**Exercise description**
Write the data out again exactly and in full.

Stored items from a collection
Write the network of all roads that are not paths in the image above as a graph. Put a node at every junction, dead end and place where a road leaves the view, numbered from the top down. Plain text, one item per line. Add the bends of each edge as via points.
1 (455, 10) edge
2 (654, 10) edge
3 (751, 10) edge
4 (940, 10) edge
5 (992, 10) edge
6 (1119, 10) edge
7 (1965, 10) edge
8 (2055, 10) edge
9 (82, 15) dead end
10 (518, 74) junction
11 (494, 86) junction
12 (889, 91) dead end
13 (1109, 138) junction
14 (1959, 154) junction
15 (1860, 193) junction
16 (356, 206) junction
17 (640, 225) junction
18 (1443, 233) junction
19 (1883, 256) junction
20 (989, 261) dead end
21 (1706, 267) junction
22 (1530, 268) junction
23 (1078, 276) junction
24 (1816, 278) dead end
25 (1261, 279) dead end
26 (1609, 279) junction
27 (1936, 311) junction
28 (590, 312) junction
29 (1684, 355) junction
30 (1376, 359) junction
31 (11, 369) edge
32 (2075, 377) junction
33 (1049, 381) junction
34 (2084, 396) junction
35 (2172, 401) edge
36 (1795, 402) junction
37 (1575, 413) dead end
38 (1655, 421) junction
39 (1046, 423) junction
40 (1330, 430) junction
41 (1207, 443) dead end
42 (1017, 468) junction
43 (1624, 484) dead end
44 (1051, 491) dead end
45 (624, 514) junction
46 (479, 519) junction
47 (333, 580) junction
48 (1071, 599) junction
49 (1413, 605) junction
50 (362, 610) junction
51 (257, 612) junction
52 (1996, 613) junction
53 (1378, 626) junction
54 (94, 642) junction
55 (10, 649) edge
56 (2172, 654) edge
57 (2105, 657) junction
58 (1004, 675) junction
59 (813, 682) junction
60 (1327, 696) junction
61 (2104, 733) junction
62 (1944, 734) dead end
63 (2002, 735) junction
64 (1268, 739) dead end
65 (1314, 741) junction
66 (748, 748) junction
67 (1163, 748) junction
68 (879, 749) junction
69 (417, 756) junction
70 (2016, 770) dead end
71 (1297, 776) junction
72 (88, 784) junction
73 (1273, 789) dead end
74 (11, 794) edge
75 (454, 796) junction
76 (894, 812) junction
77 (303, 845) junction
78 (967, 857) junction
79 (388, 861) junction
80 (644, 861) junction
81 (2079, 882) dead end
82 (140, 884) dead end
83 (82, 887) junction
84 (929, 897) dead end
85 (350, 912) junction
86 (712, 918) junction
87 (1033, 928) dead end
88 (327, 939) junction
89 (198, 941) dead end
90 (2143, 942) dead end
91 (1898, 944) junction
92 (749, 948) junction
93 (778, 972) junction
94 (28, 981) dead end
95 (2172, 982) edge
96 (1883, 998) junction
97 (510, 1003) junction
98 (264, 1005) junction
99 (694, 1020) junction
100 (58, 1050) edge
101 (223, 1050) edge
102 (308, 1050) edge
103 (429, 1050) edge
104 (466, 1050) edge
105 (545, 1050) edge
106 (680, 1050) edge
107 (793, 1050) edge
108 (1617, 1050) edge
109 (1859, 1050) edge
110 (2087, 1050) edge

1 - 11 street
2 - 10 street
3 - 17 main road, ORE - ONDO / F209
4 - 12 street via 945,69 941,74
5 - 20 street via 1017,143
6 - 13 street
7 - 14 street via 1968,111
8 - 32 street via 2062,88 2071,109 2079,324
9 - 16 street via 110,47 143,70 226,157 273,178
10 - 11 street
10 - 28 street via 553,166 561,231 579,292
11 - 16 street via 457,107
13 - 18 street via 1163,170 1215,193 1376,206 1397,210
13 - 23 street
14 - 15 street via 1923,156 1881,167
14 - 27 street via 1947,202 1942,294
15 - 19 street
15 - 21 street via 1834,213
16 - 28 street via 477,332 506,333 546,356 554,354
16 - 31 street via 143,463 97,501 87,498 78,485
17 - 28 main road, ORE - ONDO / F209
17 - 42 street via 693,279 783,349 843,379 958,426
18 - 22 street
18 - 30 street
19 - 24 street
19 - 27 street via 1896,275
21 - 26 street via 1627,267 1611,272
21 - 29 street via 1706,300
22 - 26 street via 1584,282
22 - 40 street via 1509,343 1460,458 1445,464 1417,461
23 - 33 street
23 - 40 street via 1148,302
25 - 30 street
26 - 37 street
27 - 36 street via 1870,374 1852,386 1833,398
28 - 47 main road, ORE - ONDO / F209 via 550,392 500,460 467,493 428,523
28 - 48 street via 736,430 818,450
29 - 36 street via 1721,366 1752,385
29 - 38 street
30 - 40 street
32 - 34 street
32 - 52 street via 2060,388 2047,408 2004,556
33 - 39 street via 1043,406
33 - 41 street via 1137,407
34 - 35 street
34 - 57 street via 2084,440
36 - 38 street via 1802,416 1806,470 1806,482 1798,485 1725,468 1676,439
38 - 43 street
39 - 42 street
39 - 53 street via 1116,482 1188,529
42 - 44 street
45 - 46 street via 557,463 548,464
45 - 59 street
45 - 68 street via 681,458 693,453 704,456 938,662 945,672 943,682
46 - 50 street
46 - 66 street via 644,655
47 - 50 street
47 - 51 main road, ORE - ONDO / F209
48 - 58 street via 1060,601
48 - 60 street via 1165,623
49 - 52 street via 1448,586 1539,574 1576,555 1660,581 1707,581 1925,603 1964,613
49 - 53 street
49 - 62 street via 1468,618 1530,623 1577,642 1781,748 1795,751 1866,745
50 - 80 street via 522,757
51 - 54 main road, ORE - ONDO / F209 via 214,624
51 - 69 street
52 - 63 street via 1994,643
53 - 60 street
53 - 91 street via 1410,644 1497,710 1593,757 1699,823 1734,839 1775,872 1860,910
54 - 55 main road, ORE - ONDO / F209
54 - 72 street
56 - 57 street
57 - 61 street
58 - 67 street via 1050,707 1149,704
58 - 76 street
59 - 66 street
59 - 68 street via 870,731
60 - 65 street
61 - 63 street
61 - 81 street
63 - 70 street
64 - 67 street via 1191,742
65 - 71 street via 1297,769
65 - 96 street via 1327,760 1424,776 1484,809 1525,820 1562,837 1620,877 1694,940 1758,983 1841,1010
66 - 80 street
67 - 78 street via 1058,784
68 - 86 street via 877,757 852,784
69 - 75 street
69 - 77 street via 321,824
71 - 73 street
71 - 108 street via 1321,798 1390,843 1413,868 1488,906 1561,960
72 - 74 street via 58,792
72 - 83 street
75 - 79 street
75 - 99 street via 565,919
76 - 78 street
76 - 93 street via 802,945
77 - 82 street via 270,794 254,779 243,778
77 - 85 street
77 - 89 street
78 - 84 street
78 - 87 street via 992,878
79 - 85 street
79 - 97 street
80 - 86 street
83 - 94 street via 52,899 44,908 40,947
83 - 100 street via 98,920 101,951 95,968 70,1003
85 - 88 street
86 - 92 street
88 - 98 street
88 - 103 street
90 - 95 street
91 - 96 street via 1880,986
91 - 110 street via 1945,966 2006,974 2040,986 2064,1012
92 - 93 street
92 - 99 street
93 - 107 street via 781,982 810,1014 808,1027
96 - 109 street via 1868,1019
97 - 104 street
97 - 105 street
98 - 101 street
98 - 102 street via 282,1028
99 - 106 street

**Output for this exercise**
Write the network of all roads that are not paths in the image above as a graph. Put a node at every junction, dead end and place where a road leaves the view, numbered from the top down. Plain text, one item per line. Add the bends of each edge as via points.
1 (455, 10) edge
2 (654, 10) edge
3 (751, 10) edge
4 (940, 10) edge
5 (992, 10) edge
6 (1119, 10) edge
7 (1965, 10) edge
8 (2055, 10) edge
9 (82, 15) dead end
10 (518, 74) junction
11 (494, 86) junction
12 (889, 91) dead end
13 (1109, 138) junction
14 (1959, 154) junction
15 (1860, 193) junction
16 (356, 206) junction
17 (640, 225) junction
18 (1443, 233) junction
19 (1883, 256) junction
20 (989, 261) dead end
21 (1706, 267) junction
22 (1530, 268) junction
23 (1078, 276) junction
24 (1816, 278) dead end
25 (1261, 279) dead end
26 (1609, 279) junction
27 (1936, 311) junction
28 (590, 312) junction
29 (1684, 355) junction
30 (1376, 359) junction
31 (11, 369) edge
32 (2075, 377) junction
33 (1049, 381) junction
34 (2084, 396) junction
35 (2172, 401) edge
36 (1795, 402) junction
37 (1575, 413) dead end
38 (1655, 421) junction
39 (1046, 423) junction
40 (1330, 430) junction
41 (1207, 443) dead end
42 (1017, 468) junction
43 (1624, 484) dead end
44 (1051, 491) dead end
45 (624, 514) junction
46 (479, 519) junction
47 (333, 580) junction
48 (1071, 599) junction
49 (1413, 605) junction
50 (362, 610) junction
51 (257, 612) junction
52 (1996, 613) junction
53 (1378, 626) junction
54 (94, 642) junction
55 (10, 649) edge
56 (2172, 654) edge
57 (2105, 657) junction
58 (1004, 675) junction
59 (813, 682) junction
60 (1327, 696) junction
61 (2104, 733) junction
62 (1944, 734) dead end
63 (2002, 735) junction
64 (1268, 739) dead end
65 (1314, 741) junction
66 (748, 748) junction
67 (1163, 748) junction
68 (879, 749) junction
69 (417, 756) junction
70 (2016, 770) dead end
71 (1297, 776) junction
72 (88, 784) junction
73 (1273, 789) dead end
74 (11, 794) edge
75 (454, 796) junction
76 (894, 812) junction
77 (303, 845) junction
78 (967, 857) junction
79 (388, 861) junction
80 (644, 861) junction
81 (2079, 882) dead end
82 (140, 884) dead end
83 (82, 887) junction
84 (929, 897) dead end
85 (350, 912) junction
86 (712, 918) junction
87 (1033, 928) dead end
88 (327, 939) junction
89 (198, 941) dead end
90 (2143, 942) dead end
91 (1898, 944) junction
92 (749, 948) junction
93 (778, 972) junction
94 (28, 981) dead end
95 (2172, 982) edge
96 (1883, 998) junction
97 (510, 1003) junction
98 (264, 1005) junction
99 (694, 1020) junction
100 (58, 1050) edge
101 (223, 1050) edge
102 (308, 1050) edge
103 (429, 1050) edge
104 (466, 1050) edge
105 (545, 1050) edge
106 (680, 1050) edge
107 (793, 1050) edge
108 (1617, 1050) edge
109 (1859, 1050) edge
110 (2087, 1050) edge

1 - 11 street
2 - 10 street
3 - 17 main road, ORE - ONDO / F209
4 - 12 street via 945,69 941,74
5 - 20 street via 1017,143
6 - 13 street
7 - 14 street via 1968,111
8 - 32 street via 2062,88 2071,109 2079,324
9 - 16 street via 110,47 143,70 226,157 273,178
10 - 11 street
10 - 28 street via 553,166 561,231 579,292
11 - 16 street via 457,107
13 - 18 street via 1163,170 1215,193 1376,206 1397,210
13 - 23 street
14 - 15 street via 1923,156 1881,167
14 - 27 street via 1947,202 1942,294
15 - 19 street
15 - 21 street via 1834,213
16 - 28 street via 477,332 506,333 546,356 554,354
16 - 31 street via 143,463 97,501 87,498 78,485
17 - 28 main road, ORE - ONDO / F209
17 - 42 street via 693,279 783,349 843,379 958,426
18 - 22 street
18 - 30 street
19 - 24 street
19 - 27 street via 1896,275
21 - 26 street via 1627,267 1611,272
21 - 29 street via 1706,300
22 - 26 street via 1584,282
22 - 40 street via 1509,343 1460,458 1445,464 1417,461
23 - 33 street
23 - 40 street via 1148,302
25 - 30 street
26 - 37 street
27 - 36 street via 1870,374 1852,386 1833,398
28 - 47 main road, ORE - ONDO / F209 via 550,392 500,460 467,493 428,523
28 - 48 street via 736,430 818,450
29 - 36 street via 1721,366 1752,385
29 - 38 street
30 - 40 street
32 - 34 street
32 - 52 street via 2060,388 2047,408 2004,556
33 - 39 street via 1043,406
33 - 41 street via 1137,407
34 - 35 street
34 - 57 street via 2084,440
36 - 38 street via 1802,416 1806,470 1806,482 1798,485 1725,468 1676,439
38 - 43 street
39 - 42 street
39 - 53 street via 1116,482 1188,529
42 - 44 street
45 - 46 street via 557,463 548,464
45 - 59 street
45 - 68 street via 681,458 693,453 704,456 938,662 945,672 943,682
46 - 50 street
46 - 66 street via 644,655
47 - 50 street
47 - 51 main road, ORE - ONDO / F209
48 - 58 street via 1060,601
48 - 60 street via 1165,623
49 - 52 street via 1448,586 1539,574 1576,555 1660,581 1707,581 1925,603 1964,613
49 - 53 street
49 - 62 street via 1468,618 1530,623 1577,642 1781,748 1795,751 1866,745
50 - 80 street via 522,757
51 - 54 main road, ORE - ONDO / F209 via 214,624
51 - 69 street
52 - 63 street via 1994,643
53 - 60 street
53 - 91 street via 1410,644 1497,710 1593,757 1699,823 1734,839 1775,872 1860,910
54 - 55 main road, ORE - ONDO / F209
54 - 72 street
56 - 57 street
57 - 61 street
58 - 67 street via 1050,707 1149,704
58 - 76 street
59 - 66 street
59 - 68 street via 870,731
60 - 65 street
61 - 63 street
61 - 81 street
63 - 70 street
64 - 67 street via 1191,742
65 - 71 street via 1297,769
65 - 96 street via 1327,760 1424,776 1484,809 1525,820 1562,837 1620,877 1694,940 1758,983 1841,1010
66 - 80 street
67 - 78 street via 1058,784
68 - 86 street via 877,757 852,784
69 - 75 street
69 - 77 street via 321,824
71 - 73 street
71 - 108 street via 1321,798 1390,843 1413,868 1488,906 1561,960
72 - 74 street via 58,792
72 - 83 street
75 - 79 street
75 - 99 street via 565,919
76 - 78 street
76 - 93 street via 802,945
77 - 82 street via 270,794 254,779 243,778
77 - 85 street
77 - 89 street
78 - 84 street
78 - 87 street via 992,878
79 - 85 street
79 - 97 street
80 - 86 street
83 - 94 street via 52,899 44,908 40,947
83 - 100 street via 98,920 101,951 95,968 70,1003
85 - 88 street
86 - 92 street
88 - 98 street
88 - 103 street
90 - 95 street
91 - 96 street via 1880,986
91 - 110 street via 1945,966 2006,974 2040,986 2064,1012
92 - 93 street
92 - 99 street
93 - 107 street via 781,982 810,1014 808,1027
96 - 109 street via 1868,1019
97 - 104 street
97 - 105 street
98 - 101 street
98 - 102 street via 282,1028
99 - 106 street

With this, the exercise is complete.